Acordo-me com a luz, deito-me com as trevas,
e dias e noites apenas perlongam a incerteza,
alimentam minhas percepções do indecifrável.

Não conheço o que é estranho, mas permito
que o tesouro bruto de minha alma seja
refinado por Aquele a quem nem carne ou
escuridão podem ocultar minha real essência.


Lucas O. Ornaghi 

quarta-feira, 22 de maio de 2013

DIAS DE JUVENTUDE














Cai pelo anoitecer o som da chuva afável,
inabalável chega ao coração a nostalgia,
tempo de se amar uma velha fotografia,
ocasião nobre em que recordar desafia.

O coração resgata a estação primaveril,
lembra-se de como era a mente pueril,
sorri saudosamente para aquela vaidade,
anseia restaurar a feliz simplicidade.

Lembrar-se da mocidade acalora a alma,
desperta a exaltação e também acalma,
reacende a gratidão do quê se conquistou,
mas reabre feridas da dor que cicatrizou.

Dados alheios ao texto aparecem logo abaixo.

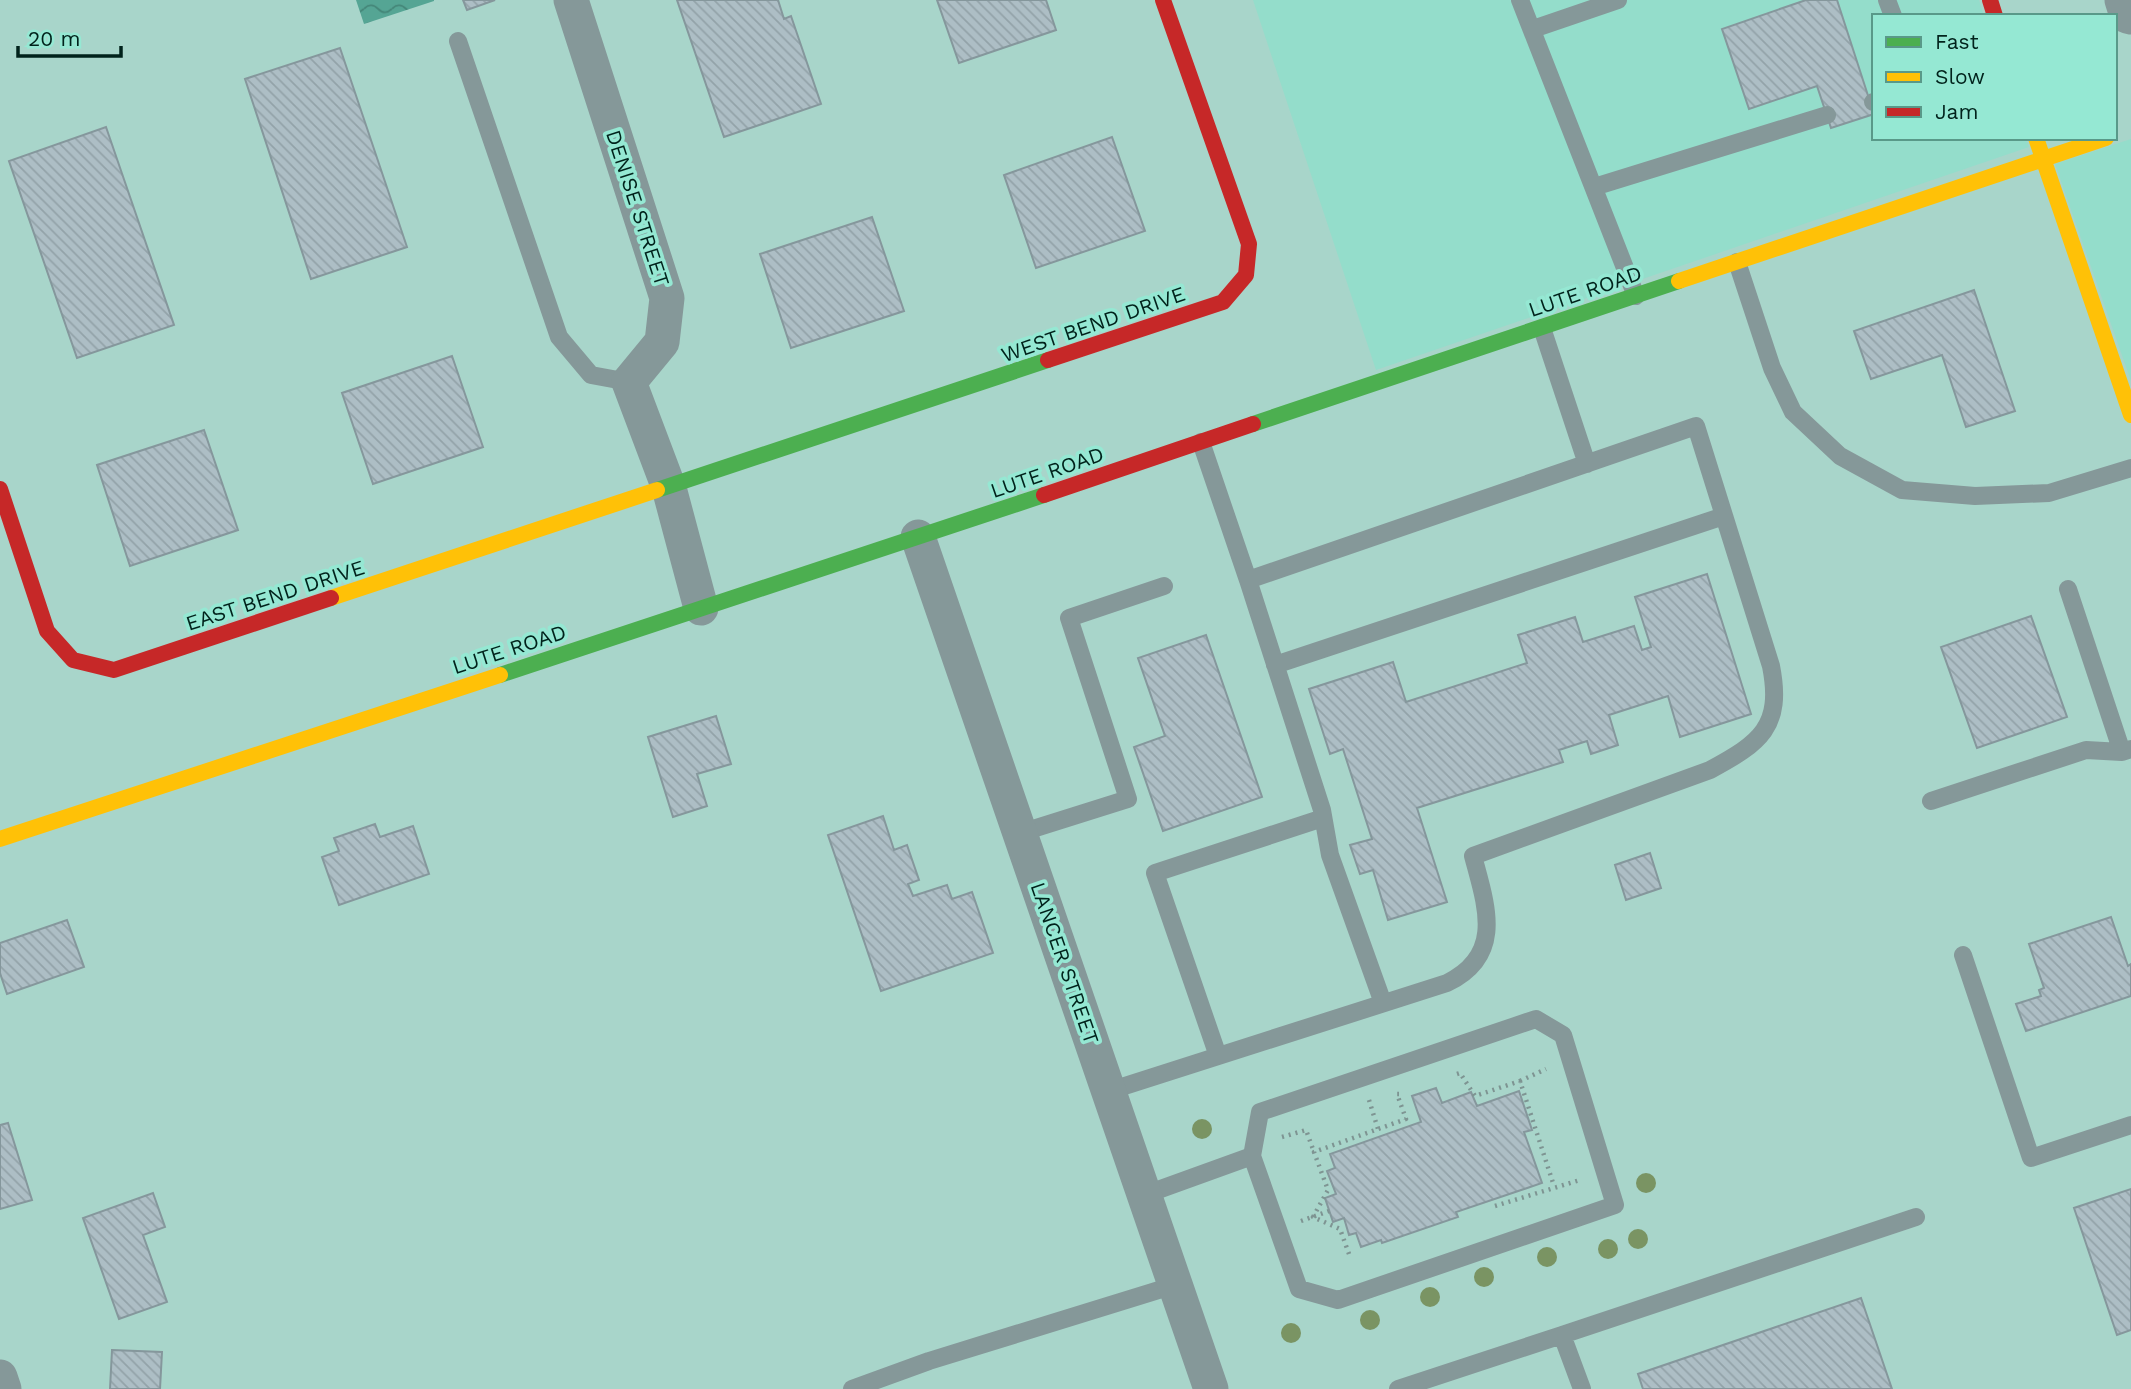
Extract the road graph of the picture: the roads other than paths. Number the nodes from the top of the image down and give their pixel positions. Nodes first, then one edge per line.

O momento percorre a estrada da vida,
avança com uma passagem só de ida,
faz do presente uma futura lembrança,
e produz no espírito uma eterna criança.

A luz da aurora trouxe dias de juventude,
elevou as alegrias e beleza à magnitude,
e chegou o ocaso não para entristecer,
mas para se viver e o tempo enriquecer.